Worst of all, The Iron Lady is ideologically poisonous. It champions Thatcher without once calling her out. Anyone who opposes ‘Thatcherism’ is positioned as either sexist (‘What would a woman know about war?’) or classist (‘Look at this grocer’s daughter teaching us about taxes’), as if there were no rational reason for disagreeing with the woman or her ways. In the same way an entirely-critical film would provide an unfair depiction, Lloyd’s rose-tinted, tone-deaf, hamfisted, gauche, funhouse-mirror version is similarly misguided.

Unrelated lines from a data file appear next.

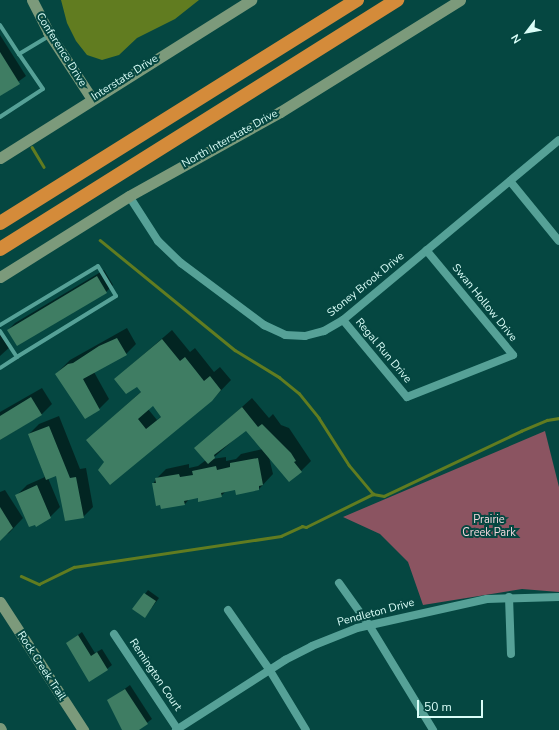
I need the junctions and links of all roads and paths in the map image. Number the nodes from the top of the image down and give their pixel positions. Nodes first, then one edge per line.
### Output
1 (32, 0) edge
2 (251, 0) edge
3 (356, 0) edge
4 (397, 0) edge
5 (460, 0) edge
6 (0, 25) edge
7 (50, 35) junction
8 (20, 54) junction
9 (92, 99) junction
10 (0, 117) edge
11 (559, 140) edge
12 (0, 158) edge
13 (510, 181) junction
14 (129, 196) junction
15 (0, 223) edge
16 (559, 241) edge
17 (0, 248) edge
18 (426, 250) junction
19 (0, 277) edge
20 (343, 320) junction
21 (0, 325) edge
22 (0, 331) edge
23 (17, 357) junction
24 (0, 368) edge
25 (407, 397) joint
26 (339, 583) dead end
27 (509, 597) junction
28 (559, 597) edge
29 (0, 602) edge
30 (228, 610) dead end
31 (369, 625) junction
32 (114, 634) dead end
33 (511, 654) dead end
34 (269, 669) junction
35 (83, 730) edge
36 (177, 730) edge
37 (306, 730) edge
38 (433, 730) edge

1 - 7 street, Conference Drive
2 - 9 street, Interstate Drive
3 - 15 highway
4 - 17 highway
5 - 14 street, North Interstate Drive
6 - 8 lane
7 - 8 lane
7 - 9 street, Conference Drive
8 - 10 lane
9 - 12 street, Interstate Drive
11 - 13 street, Stoney Brook Drive
13 - 16 street
13 - 18 street, Stoney Brook Drive
14 - 19 street, North Interstate Drive
14 - 20 street, Stoney Brook Drive
18 - 20 street, Stoney Brook Drive
18 - 25 street, Swan Hollow Drive
20 - 25 street, Regal Run Drive
21 - 23 lane
22 - 23 lane
23 - 24 lane
26 - 31 street
27 - 28 street, Pendleton Drive
27 - 31 street, Pendleton Drive
27 - 33 street
29 - 35 street, Rock Creek Trail
30 - 34 street
31 - 34 street, Pendleton Drive
31 - 38 street
32 - 36 street, Remington Court
34 - 36 street, Pendleton Drive
34 - 37 street

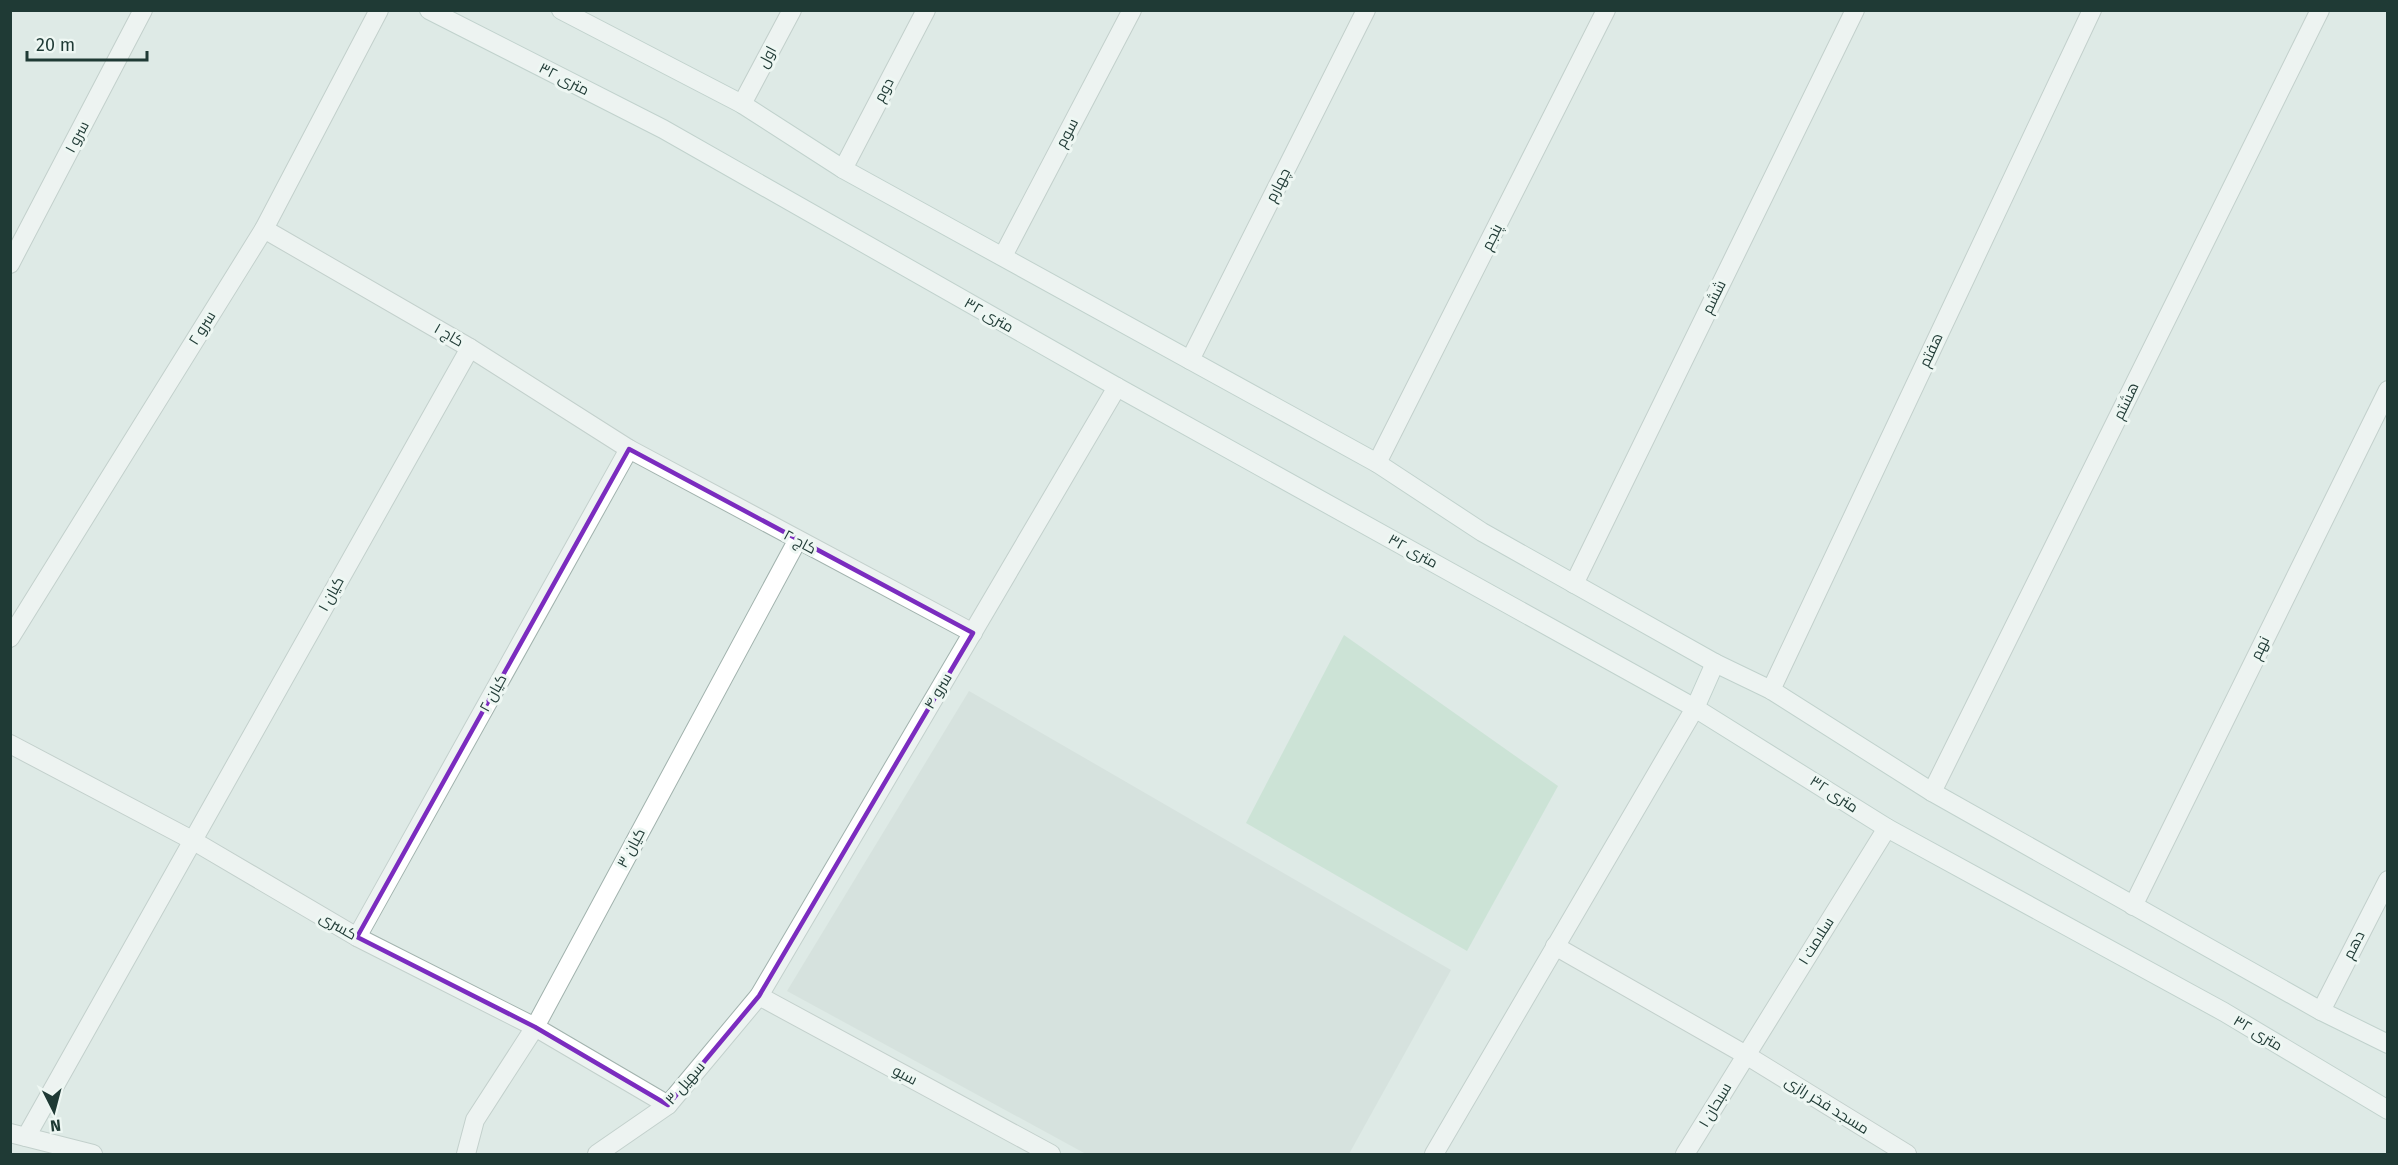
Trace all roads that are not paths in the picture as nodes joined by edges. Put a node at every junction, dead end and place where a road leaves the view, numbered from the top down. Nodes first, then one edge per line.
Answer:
1 (143, 10) edge
2 (379, 10) edge
3 (429, 10) edge
4 (561, 10) edge
5 (792, 10) edge
6 (926, 10) edge
7 (1132, 10) edge
8 (1366, 10) edge
9 (1606, 10) edge
10 (1855, 10) edge
11 (2092, 10) edge
12 (2320, 10) edge
13 (594, 18) edge
14 (742, 104) junction
15 (843, 169) junction
16 (264, 229) junction
17 (1003, 256) junction
18 (10, 264) edge
19 (470, 348) junction
20 (1190, 360) junction
21 (1117, 387) junction
22 (2388, 390) edge
23 (629, 449) junction
24 (1377, 463) junction
25 (797, 541) junction
26 (1574, 584) junction
27 (972, 633) junction
28 (10, 638) edge
29 (1715, 663) junction
30 (1771, 690) junction
31 (1695, 708) junction
32 (10, 744) edge
33 (1932, 792) junction
34 (1887, 828) junction
35 (192, 840) junction
36 (2388, 879) edge
37 (2133, 906) junction
38 (357, 937) junction
39 (1556, 946) junction
40 (759, 996) junction
41 (2321, 1011) junction
42 (535, 1026) junction
43 (2388, 1044) edge
44 (1746, 1055) junction
45 (668, 1105) junction
46 (2388, 1110) edge
47 (18, 1135) edge
48 (93, 1155) edge
49 (466, 1155) edge
50 (597, 1155) edge
51 (1052, 1155) edge
52 (1434, 1155) edge
53 (1685, 1155) edge
54 (1907, 1155) edge

1 - 18 street, سرو ۱
2 - 16 street, سرو ۲
3 - 21 street, ۳۲ متری
4 - 13 street
5 - 14 street, اول
6 - 15 street, دوم
7 - 17 street, سوم
8 - 20 street, چهارم
9 - 24 street, پنجم
10 - 26 street, ششم
11 - 30 street, هفتم
12 - 33 street, هشتم
13 - 14 street
14 - 15 street
15 - 17 street
16 - 19 street, کاج ۱
16 - 28 street, سرو ۲
17 - 20 street
19 - 23 street, کاج ۱
19 - 35 street, کیان ۱
20 - 24 street
21 - 27 street, سرو ۴
21 - 31 street, ۳۲ متری
22 - 37 street, نهم
23 - 25 street, کاج ۲
23 - 38 street, کیان ۲
24 - 26 street
25 - 27 street, کاج ۲
25 - 42 street, کیان ۳
26 - 29 street
27 - 40 street, سرو ۴
29 - 30 street
29 - 31 street
30 - 33 street
31 - 34 street, ۳۲ متری
31 - 39 street
32 - 35 street, کسری
33 - 37 street
34 - 44 street, سلامت ۱
34 - 46 street, ۳۲ متری
35 - 38 street, کسری
35 - 47 street, کیان ۱
36 - 41 street, دهم
37 - 41 street
38 - 42 street, کسری
39 - 44 street, مسجد فخر رازی
39 - 52 street
40 - 45 street, سهیل ۳
40 - 51 street, سبو
41 - 43 street
42 - 45 street, کسری
42 - 49 street, کیان ۳
44 - 53 street, سبحان ۱
44 - 54 street, مسجد فخر رازی
45 - 50 street, سهیل ۳
47 - 48 street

The picture begins with 86-year-old Thatcher (Streep in full chicken-skin makeup) tottering around her estate, haunted by the ghost of her husband Denis (a playful but out-of-place Jim Broadbent). Before you can say ‘Jacob Marley’, the hallucinatory Maggie begins to reflect on her days as a plucky young politician (Alexandra Roach) and eventually as the UK’s first female PM. Amidst visits from her daughter Carol (Olivia Colman) and a trip to the doctor, old Margaret recalls the tumultuous events of her time at 10 Downing Street: IRA bombings, the Falklands War, and, of course, the general unrest in Britain during the 1980s. Through it all she speechifies and tells people to pick themselves up by their bootstraps. She wears her pearls and she primps her hair and we’re meant to believe she’s both inspirational and a human being just like us despite the fact neither Lloyd or screenwriter Abi Morgan are capable of conveying either effectively.

At least the eons better King’s Speech – which conveniently sidestepped Bertie’s more controversial moments in power – had the wisdom to focus on a small aspect of his Kingship (notably, his delivery of a speech) and managed to paint an effective and affecting portrait of his character. The Iron Lady tries the kitchen sink approach; no, not by evoking the kitchen sink dramas of Ken Loach, but rather by attempting to cover every single facet of Maggie’s existence in just over 100 minutes. How could they have expected the final product to be anything other than reductive?

By hammering home the female empowerment angle, The Iron Lady ends up succumbing to the sexism it supposedly rails against. The film piggybacks one prejudice to enforce another, groundlessly dismissing the disenfranchised and stifling political discussion as well as differences of opinion. It does a disservice to almost everyone. Even Thatcher. We see her as a doddering old lady slowly going mad, talking to her late hubby and howling for the ravens to stop rapping at her chamber door (or something). But why? So we pity her? Isn’t that the laziest way to absolve a character of their ethically dubious choices? Why feel for, relate, be compelled, or even challenged by an elderly woman who has almost no opinion on the life she’s lived? What’s the point of spending time with a character at the end of their time on this earthly plane when they reflect on the actions of their past without a critical eye? I’m not asking to see a Thatcher plagued with guilt; I’m merely asking to see a Thatcher that feels real.


Check out Simon’s other reviews here.

The Iron Lady arrives in Australian cinemas December 26, 2011.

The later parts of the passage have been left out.